═════ Material for the task ═════
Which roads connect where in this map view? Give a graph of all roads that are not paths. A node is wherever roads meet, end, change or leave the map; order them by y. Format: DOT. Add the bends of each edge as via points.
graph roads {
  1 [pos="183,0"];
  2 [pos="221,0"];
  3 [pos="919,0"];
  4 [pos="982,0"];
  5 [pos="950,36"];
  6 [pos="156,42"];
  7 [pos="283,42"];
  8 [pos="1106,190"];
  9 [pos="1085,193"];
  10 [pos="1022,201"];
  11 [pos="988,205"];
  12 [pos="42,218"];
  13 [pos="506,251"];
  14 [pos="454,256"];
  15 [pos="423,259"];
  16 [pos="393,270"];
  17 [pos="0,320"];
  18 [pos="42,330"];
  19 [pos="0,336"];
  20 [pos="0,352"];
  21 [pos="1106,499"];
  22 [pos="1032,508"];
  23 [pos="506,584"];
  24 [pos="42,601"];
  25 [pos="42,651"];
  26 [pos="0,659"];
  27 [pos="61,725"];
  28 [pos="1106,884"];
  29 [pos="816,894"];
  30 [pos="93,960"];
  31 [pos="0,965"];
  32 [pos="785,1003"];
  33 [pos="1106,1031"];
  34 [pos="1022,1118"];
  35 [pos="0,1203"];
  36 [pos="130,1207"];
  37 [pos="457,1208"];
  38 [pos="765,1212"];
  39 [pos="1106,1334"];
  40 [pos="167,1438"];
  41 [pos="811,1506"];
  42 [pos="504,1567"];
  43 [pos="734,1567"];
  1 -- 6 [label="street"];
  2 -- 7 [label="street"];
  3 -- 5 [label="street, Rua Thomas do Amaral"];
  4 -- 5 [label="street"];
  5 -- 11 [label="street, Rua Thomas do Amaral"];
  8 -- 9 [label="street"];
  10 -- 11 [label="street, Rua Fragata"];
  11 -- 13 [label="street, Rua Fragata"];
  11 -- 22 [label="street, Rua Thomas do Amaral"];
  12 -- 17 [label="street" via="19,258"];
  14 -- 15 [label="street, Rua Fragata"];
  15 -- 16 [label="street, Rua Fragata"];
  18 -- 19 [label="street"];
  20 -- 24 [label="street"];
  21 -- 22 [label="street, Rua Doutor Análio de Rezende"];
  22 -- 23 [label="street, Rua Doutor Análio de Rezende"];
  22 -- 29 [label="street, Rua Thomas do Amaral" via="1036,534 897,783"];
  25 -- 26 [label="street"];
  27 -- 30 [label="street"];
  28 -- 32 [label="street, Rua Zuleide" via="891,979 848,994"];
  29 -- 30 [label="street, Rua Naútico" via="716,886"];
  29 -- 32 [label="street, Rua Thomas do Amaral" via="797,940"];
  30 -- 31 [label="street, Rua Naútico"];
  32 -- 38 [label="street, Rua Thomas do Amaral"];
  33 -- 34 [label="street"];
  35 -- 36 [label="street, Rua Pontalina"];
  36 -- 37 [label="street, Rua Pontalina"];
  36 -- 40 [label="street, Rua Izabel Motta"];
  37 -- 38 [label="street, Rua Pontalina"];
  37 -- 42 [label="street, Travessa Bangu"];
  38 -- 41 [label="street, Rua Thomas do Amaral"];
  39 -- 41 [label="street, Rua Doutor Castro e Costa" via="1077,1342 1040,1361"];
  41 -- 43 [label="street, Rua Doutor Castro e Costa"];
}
═════
● **Work instructions**
The answer is every entry, copied word for word.

● **Answer to the exercise**
Which roads connect where in this map view? Give a graph of all roads that are not paths. A node is wherever roads meet, end, change or leave the map; order them by y. Format: DOT. Add the bends of each edge as via points.
graph roads {
  1 [pos="183,0"];
  2 [pos="221,0"];
  3 [pos="919,0"];
  4 [pos="982,0"];
  5 [pos="950,36"];
  6 [pos="156,42"];
  7 [pos="283,42"];
  8 [pos="1106,190"];
  9 [pos="1085,193"];
  10 [pos="1022,201"];
  11 [pos="988,205"];
  12 [pos="42,218"];
  13 [pos="506,251"];
  14 [pos="454,256"];
  15 [pos="423,259"];
  16 [pos="393,270"];
  17 [pos="0,320"];
  18 [pos="42,330"];
  19 [pos="0,336"];
  20 [pos="0,352"];
  21 [pos="1106,499"];
  22 [pos="1032,508"];
  23 [pos="506,584"];
  24 [pos="42,601"];
  25 [pos="42,651"];
  26 [pos="0,659"];
  27 [pos="61,725"];
  28 [pos="1106,884"];
  29 [pos="816,894"];
  30 [pos="93,960"];
  31 [pos="0,965"];
  32 [pos="785,1003"];
  33 [pos="1106,1031"];
  34 [pos="1022,1118"];
  35 [pos="0,1203"];
  36 [pos="130,1207"];
  37 [pos="457,1208"];
  38 [pos="765,1212"];
  39 [pos="1106,1334"];
  40 [pos="167,1438"];
  41 [pos="811,1506"];
  42 [pos="504,1567"];
  43 [pos="734,1567"];
  1 -- 6 [label="street"];
  2 -- 7 [label="street"];
  3 -- 5 [label="street, Rua Thomas do Amaral"];
  4 -- 5 [label="street"];
  5 -- 11 [label="street, Rua Thomas do Amaral"];
  8 -- 9 [label="street"];
  10 -- 11 [label="street, Rua Fragata"];
  11 -- 13 [label="street, Rua Fragata"];
  11 -- 22 [label="street, Rua Thomas do Amaral"];
  12 -- 17 [label="street" via="19,258"];
  14 -- 15 [label="street, Rua Fragata"];
  15 -- 16 [label="street, Rua Fragata"];
  18 -- 19 [label="street"];
  20 -- 24 [label="street"];
  21 -- 22 [label="street, Rua Doutor Análio de Rezende"];
  22 -- 23 [label="street, Rua Doutor Análio de Rezende"];
  22 -- 29 [label="street, Rua Thomas do Amaral" via="1036,534 897,783"];
  25 -- 26 [label="street"];
  27 -- 30 [label="street"];
  28 -- 32 [label="street, Rua Zuleide" via="891,979 848,994"];
  29 -- 30 [label="street, Rua Naútico" via="716,886"];
  29 -- 32 [label="street, Rua Thomas do Amaral" via="797,940"];
  30 -- 31 [label="street, Rua Naútico"];
  32 -- 38 [label="street, Rua Thomas do Amaral"];
  33 -- 34 [label="street"];
  35 -- 36 [label="street, Rua Pontalina"];
  36 -- 37 [label="street, Rua Pontalina"];
  36 -- 40 [label="street, Rua Izabel Motta"];
  37 -- 38 [label="street, Rua Pontalina"];
  37 -- 42 [label="street, Travessa Bangu"];
  38 -- 41 [label="street, Rua Thomas do Amaral"];
  39 -- 41 [label="street, Rua Doutor Castro e Costa" via="1077,1342 1040,1361"];
  41 -- 43 [label="street, Rua Doutor Castro e Costa"];
}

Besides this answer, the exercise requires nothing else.